Distinguish Histoplasma, Blastomyces, and Coccidiodes based on their appearance at body temperature.

Histoplasma forms yeast with narrow bud necks.

Blastomyces forms much larger yeast with broad bud necks.

Coccidioides forms spherules filled with endospores.


Describe the time progression of pulmonary infection in the three major mycoses

Histoplasma and Coccidiodes cause pulmonary illness about 1-3 weeks following exposure. Blastomyces takes about 4-6 weeks.


What are the pulmonary symptoms of histoplasmosis?

What does imaging reveal?

Non-specific flu-like syndrome.

Resembles miliary TB. Latent infection yields multiple calcified lesions  & granulomas.


What complications can be seen in severe histoplasmosis?

Pericarditis, ocular fibrosis, and fibrosing mediastinitis (causes SVC syndrome, cor pulmonale, and mitral stenosis).


What are the treatment indications for Histoplasma?

Often, no treatment is necessary. Itraconazole can be given as an adjunct.

If severe/disseminated, give Itraconazole + Amphotericin B.


Describe the natural setting and distribution of Blastomyces.

Found in rich/moist and acidic soil along rivers. Prevalent in mississippi & Ohio river valleys (like Histo), but also around the Great Lakes.


How does primary Blastomyces infection occur?

What doesn't occur in the lung?

Inhalation of microconidia.

Unlike histo, Blasto microconidia do not require phagocytosis to transform. They form yeasts extracellularly, and are too large to be phagocytosed.


What are the most common clinical syndromes seen in Blastomycosis?

Flu-like pulmonary infection (usually benign & self-limiting, sometimes granulomatous)

Sometimes skin infection (primary or disseminated) yielding SubQ nodules or papules.


What are the treatment indications for Blastomyces?

Treat with Itraconazole; add Amphotericin B if severe/disseminated.

More aggressive therapy than with Histo?


Describe the natural setting and distribution of Coccidioides.

When are flares of infection seen?

Found in mineral-rich soils in hot & arid climates (San Joaquin valley).

Incidence highest in late summer & autumn (driest season). Spikes with storms, construction, or anything that can kick up the mold.


Describe the two morphs of Coccidioides.

Outside: Multicellular hyphae form barrel-shaped arthroconidia.

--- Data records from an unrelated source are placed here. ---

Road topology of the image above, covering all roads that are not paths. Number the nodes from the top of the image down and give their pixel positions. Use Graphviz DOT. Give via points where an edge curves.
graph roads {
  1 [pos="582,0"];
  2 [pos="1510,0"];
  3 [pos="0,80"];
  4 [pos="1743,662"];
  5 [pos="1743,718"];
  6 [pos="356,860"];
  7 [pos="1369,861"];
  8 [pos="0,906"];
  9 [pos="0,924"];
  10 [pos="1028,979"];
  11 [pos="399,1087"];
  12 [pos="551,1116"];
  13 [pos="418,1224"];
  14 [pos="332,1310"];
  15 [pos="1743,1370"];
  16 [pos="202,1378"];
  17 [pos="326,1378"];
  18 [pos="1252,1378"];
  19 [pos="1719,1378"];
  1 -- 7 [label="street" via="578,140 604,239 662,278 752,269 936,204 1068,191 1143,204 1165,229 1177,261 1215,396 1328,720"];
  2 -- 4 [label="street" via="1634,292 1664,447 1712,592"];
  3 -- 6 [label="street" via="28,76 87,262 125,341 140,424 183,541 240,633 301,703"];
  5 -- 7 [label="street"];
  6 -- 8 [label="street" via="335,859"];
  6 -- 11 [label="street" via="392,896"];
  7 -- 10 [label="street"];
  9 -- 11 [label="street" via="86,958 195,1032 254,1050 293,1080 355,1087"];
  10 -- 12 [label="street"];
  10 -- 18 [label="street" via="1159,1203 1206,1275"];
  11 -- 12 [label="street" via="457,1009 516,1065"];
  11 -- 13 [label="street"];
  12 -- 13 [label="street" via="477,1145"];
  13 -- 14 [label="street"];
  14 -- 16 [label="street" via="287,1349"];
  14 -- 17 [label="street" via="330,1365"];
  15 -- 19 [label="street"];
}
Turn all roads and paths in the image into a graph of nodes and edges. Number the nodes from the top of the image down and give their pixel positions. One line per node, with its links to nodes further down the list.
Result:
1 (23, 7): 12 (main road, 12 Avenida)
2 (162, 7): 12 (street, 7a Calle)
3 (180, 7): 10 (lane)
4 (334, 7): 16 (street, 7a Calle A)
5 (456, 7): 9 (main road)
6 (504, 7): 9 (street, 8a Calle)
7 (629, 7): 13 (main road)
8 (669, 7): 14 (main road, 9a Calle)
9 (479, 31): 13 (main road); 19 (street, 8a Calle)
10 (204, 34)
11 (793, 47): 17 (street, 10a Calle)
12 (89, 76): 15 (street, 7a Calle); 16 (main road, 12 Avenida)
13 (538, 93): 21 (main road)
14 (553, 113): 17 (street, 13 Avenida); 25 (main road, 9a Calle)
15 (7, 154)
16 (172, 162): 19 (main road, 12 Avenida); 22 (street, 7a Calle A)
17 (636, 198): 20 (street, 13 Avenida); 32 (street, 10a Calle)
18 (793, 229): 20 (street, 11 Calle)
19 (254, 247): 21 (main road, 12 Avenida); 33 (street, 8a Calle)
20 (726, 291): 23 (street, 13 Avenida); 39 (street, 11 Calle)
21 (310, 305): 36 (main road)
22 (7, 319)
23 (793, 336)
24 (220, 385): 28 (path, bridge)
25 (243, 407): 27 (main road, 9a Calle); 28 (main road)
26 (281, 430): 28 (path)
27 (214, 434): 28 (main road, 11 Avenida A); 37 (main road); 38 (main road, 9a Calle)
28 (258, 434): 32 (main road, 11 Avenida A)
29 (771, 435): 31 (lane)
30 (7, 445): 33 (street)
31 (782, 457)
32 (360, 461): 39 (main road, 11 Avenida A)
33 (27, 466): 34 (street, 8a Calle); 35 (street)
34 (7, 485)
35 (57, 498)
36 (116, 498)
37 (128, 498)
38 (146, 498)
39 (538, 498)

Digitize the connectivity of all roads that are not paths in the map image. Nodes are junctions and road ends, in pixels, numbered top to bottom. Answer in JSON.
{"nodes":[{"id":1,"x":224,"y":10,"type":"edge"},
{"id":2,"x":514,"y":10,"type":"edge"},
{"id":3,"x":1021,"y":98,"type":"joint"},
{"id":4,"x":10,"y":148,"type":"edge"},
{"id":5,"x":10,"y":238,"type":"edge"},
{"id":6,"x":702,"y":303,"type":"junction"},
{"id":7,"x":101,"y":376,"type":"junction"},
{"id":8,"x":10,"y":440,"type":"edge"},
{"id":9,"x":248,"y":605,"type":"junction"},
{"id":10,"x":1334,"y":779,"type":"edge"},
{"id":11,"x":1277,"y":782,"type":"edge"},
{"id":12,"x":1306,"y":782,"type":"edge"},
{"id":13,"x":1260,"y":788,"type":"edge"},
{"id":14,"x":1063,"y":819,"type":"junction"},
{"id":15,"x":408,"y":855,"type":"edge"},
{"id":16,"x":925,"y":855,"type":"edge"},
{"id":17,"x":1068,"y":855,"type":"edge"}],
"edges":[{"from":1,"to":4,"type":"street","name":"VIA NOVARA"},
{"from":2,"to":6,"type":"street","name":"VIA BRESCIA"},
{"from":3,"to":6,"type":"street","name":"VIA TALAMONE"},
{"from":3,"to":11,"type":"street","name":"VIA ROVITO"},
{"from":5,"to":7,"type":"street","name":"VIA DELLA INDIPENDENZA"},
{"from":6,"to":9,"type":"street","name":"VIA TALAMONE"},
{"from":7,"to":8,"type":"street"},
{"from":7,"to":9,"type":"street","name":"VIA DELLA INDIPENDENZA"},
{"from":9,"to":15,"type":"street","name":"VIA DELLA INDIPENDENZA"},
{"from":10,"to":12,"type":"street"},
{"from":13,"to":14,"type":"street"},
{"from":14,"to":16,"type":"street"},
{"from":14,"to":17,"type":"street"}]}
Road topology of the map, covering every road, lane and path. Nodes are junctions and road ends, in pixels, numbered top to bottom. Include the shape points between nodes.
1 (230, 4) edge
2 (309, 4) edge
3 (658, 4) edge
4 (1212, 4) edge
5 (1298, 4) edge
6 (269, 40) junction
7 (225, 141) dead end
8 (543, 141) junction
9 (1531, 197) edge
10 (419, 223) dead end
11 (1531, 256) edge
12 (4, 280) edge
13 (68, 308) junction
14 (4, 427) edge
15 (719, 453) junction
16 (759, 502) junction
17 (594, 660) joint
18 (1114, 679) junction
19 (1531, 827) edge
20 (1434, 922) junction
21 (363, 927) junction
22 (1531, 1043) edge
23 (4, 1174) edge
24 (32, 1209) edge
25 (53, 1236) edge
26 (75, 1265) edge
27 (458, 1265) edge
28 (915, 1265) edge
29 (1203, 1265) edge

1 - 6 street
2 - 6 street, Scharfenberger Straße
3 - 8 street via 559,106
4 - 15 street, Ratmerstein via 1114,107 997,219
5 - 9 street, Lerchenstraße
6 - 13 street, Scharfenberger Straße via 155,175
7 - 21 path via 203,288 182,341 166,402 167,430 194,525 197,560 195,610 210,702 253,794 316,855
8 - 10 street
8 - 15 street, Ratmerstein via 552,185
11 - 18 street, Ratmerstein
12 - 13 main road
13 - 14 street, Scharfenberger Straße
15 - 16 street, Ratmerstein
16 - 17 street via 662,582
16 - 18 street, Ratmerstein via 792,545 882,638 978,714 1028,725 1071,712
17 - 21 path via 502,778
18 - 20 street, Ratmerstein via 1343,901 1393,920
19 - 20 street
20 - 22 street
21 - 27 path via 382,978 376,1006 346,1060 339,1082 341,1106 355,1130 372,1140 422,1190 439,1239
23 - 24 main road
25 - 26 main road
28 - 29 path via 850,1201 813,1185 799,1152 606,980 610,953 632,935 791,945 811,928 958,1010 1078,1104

Inside: Spherules with endospores.


What special populations must be considered in evaluating Coccidioides infection?

Pregnant women, construction workers, agricultural workers, ranchers.

Note: Incidence higher in darker-skinned ethnicities.


What are the treatment indications (and CONTRAINDICATIONS) for Coccidioides?

Usually no antifungals necessary. If severe: Itraconazole + Amphotericin B.

Note: Azoles are TERATOGENIC


Which mycosis is often coincident with bronchogenic carcinoma, TB, and other severe pulmonary diseases?



Recall the mechanism of action of Itraconazole and Amphotericin B.

Itraconazole (and most azoles) block ergosterol synthesis from lanosterol by blocking 14a-demethylase.

Amphotericin B binds Ergosterol in the cell wall.